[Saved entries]
──────
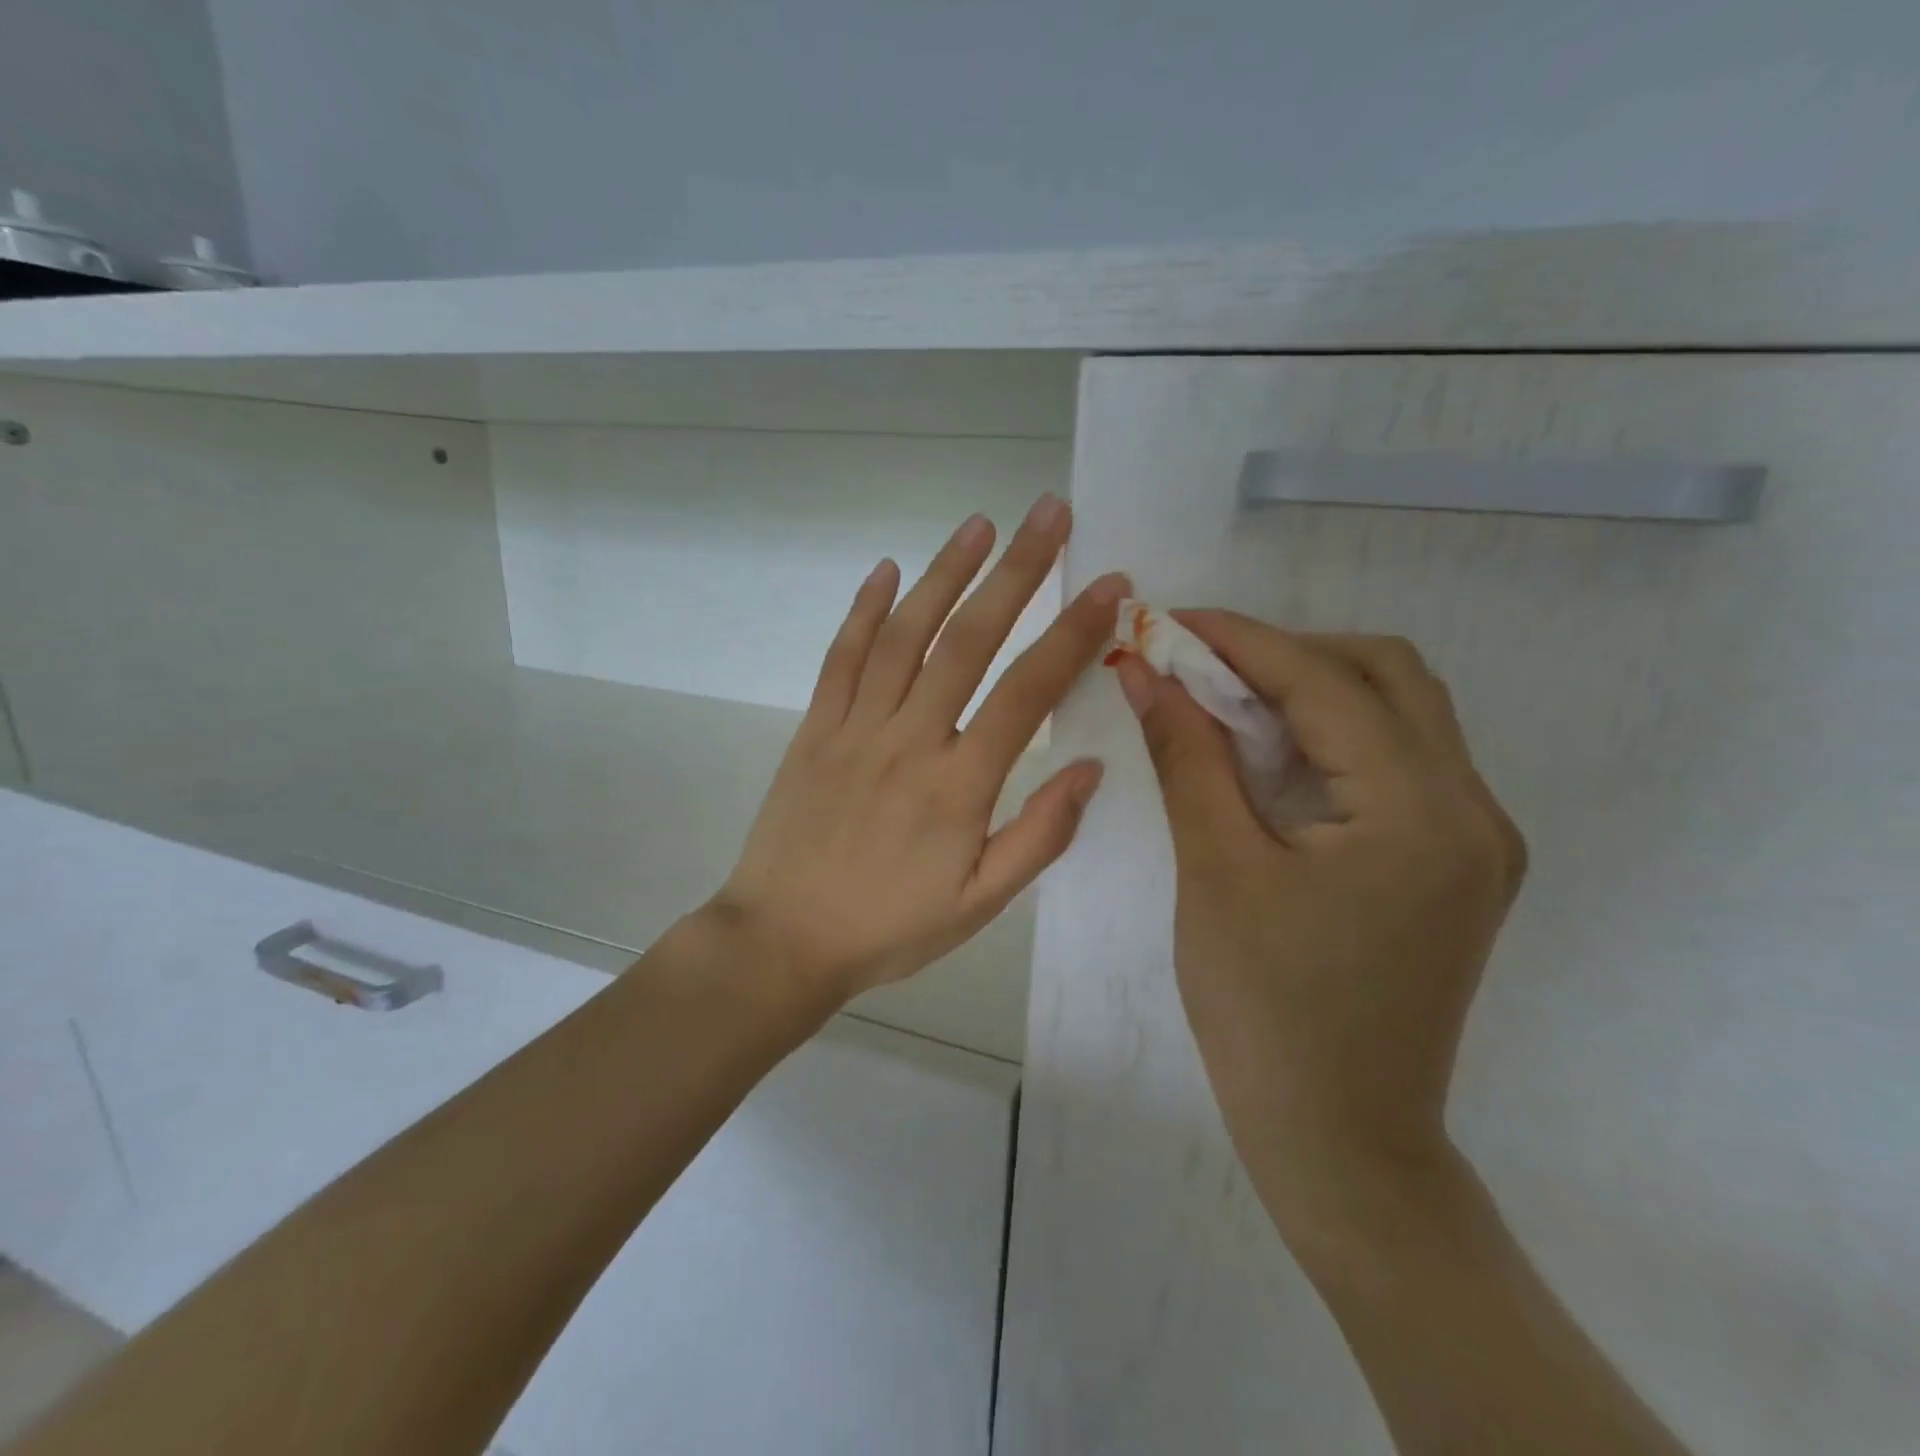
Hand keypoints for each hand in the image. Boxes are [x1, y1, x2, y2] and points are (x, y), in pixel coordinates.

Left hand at [712, 496, 1128, 1003]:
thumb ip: (1040, 836)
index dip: (1074, 633)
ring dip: (944, 573)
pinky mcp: (815, 728)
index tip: (1110, 586)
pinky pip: (842, 658)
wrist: (782, 940)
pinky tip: (885, 571)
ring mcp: (855, 727)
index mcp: (959, 785)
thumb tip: (1089, 768)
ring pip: (905, 634)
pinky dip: (864, 610)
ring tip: (980, 524)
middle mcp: (909, 739)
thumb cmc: (889, 927)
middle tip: (1050, 513)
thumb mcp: (980, 904)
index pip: (1027, 691)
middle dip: (1017, 571)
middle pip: (969, 640)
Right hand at [1114, 615, 1525, 1235]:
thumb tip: (1146, 671)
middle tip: (1200, 667)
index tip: (1168, 621)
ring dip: (1311, 690)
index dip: (1240, 640)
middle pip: (1386, 675)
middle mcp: (1473, 810)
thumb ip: (1188, 756)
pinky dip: (1331, 738)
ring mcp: (1475, 839)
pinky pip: (1398, 763)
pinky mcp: (1454, 865)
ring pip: (1399, 713)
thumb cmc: (1265, 1011)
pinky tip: (1270, 757)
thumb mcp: (1216, 871)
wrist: (1339, 1138)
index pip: (1325, 683)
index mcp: (1420, 812)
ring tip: (1224, 704)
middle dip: (1286, 653)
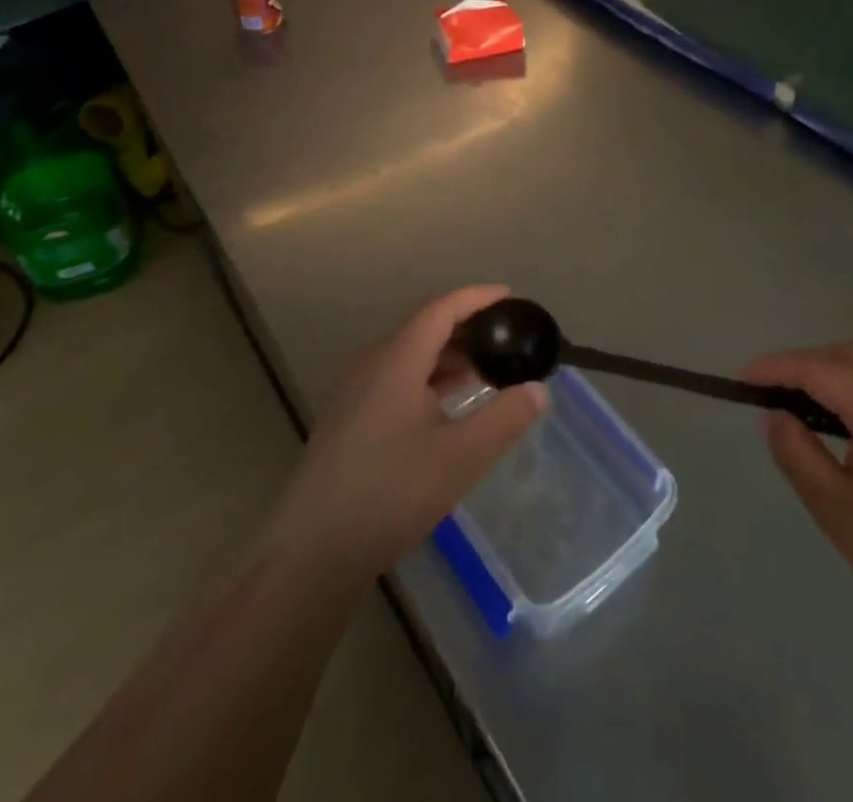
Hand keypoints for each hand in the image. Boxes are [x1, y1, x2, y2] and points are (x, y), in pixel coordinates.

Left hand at [262, 286, 546, 578]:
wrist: (313, 553)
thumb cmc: (391, 493)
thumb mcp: (462, 456)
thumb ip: (505, 418)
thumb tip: (539, 389)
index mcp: (397, 359)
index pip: (442, 309)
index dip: (478, 298)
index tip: (511, 298)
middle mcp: (373, 364)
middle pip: (425, 328)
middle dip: (468, 327)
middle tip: (507, 338)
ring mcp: (356, 392)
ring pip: (410, 356)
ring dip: (449, 356)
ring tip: (487, 369)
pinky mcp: (350, 419)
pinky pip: (397, 379)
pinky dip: (430, 379)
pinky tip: (449, 406)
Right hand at [742, 343, 852, 627]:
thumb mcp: (837, 510)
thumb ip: (798, 455)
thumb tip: (775, 417)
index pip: (817, 368)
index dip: (775, 368)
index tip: (741, 379)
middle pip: (845, 355)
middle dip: (802, 364)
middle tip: (768, 392)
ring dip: (830, 371)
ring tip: (801, 403)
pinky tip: (846, 419)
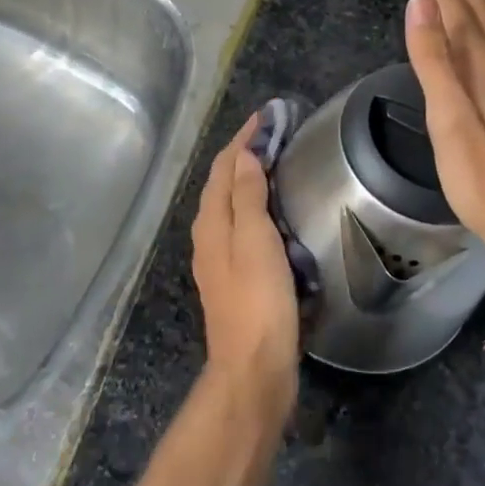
──────
What is being asked:
Among the entries above, locate the lines containing "pinky pip: (842, 658)" and "ring tip: (1224, 704)", and transcribe exactly those two lines and all lines between.

Response:
pinky pip: (842, 658)
wrist: (782, 940)
pinky tip: (885, 571)
ring mcp: (855, 727)
index mcp: (959, 785)
thumb tip: (1089, 768)
ring pip: (905, 634)
pinky dip: (864, 610)
ring tip: (980, 524)
middle mcp: (909, 739)
thumb cmc: (889, 927)
middle tip: (1050, 513)
thumb mcp: (980, 904)
index pip: (1027, 691)
middle dip: (1017, 571)
middle pip: (969, 640)
Right hand at [1114, 615, 1525, 1235]:
thumb tip: (1146, 671)
middle tip: (1200, 667)
index tip: (1168, 621)
ring dip: (1311, 690)
index dip: (1240, 640)
middle pip: (1386, 675)
middle mcp: (1473, 810)
thumb ip: (1188, 756)
pinky dip: (1331, 738)
ring mcp: (1475, 839)
pinky pip: (1398, 763)
pinky mcp: (1454, 865)
ring pip: (1399, 713)
thumb cmc: (1265, 1011)
pinky tip: (1270, 757)
thumb mcp: (1216, 871)
wrist: (1339, 1138)
index pip: (1325, 683)
index mcp: (1420, 812)
ring tip: (1224, 704)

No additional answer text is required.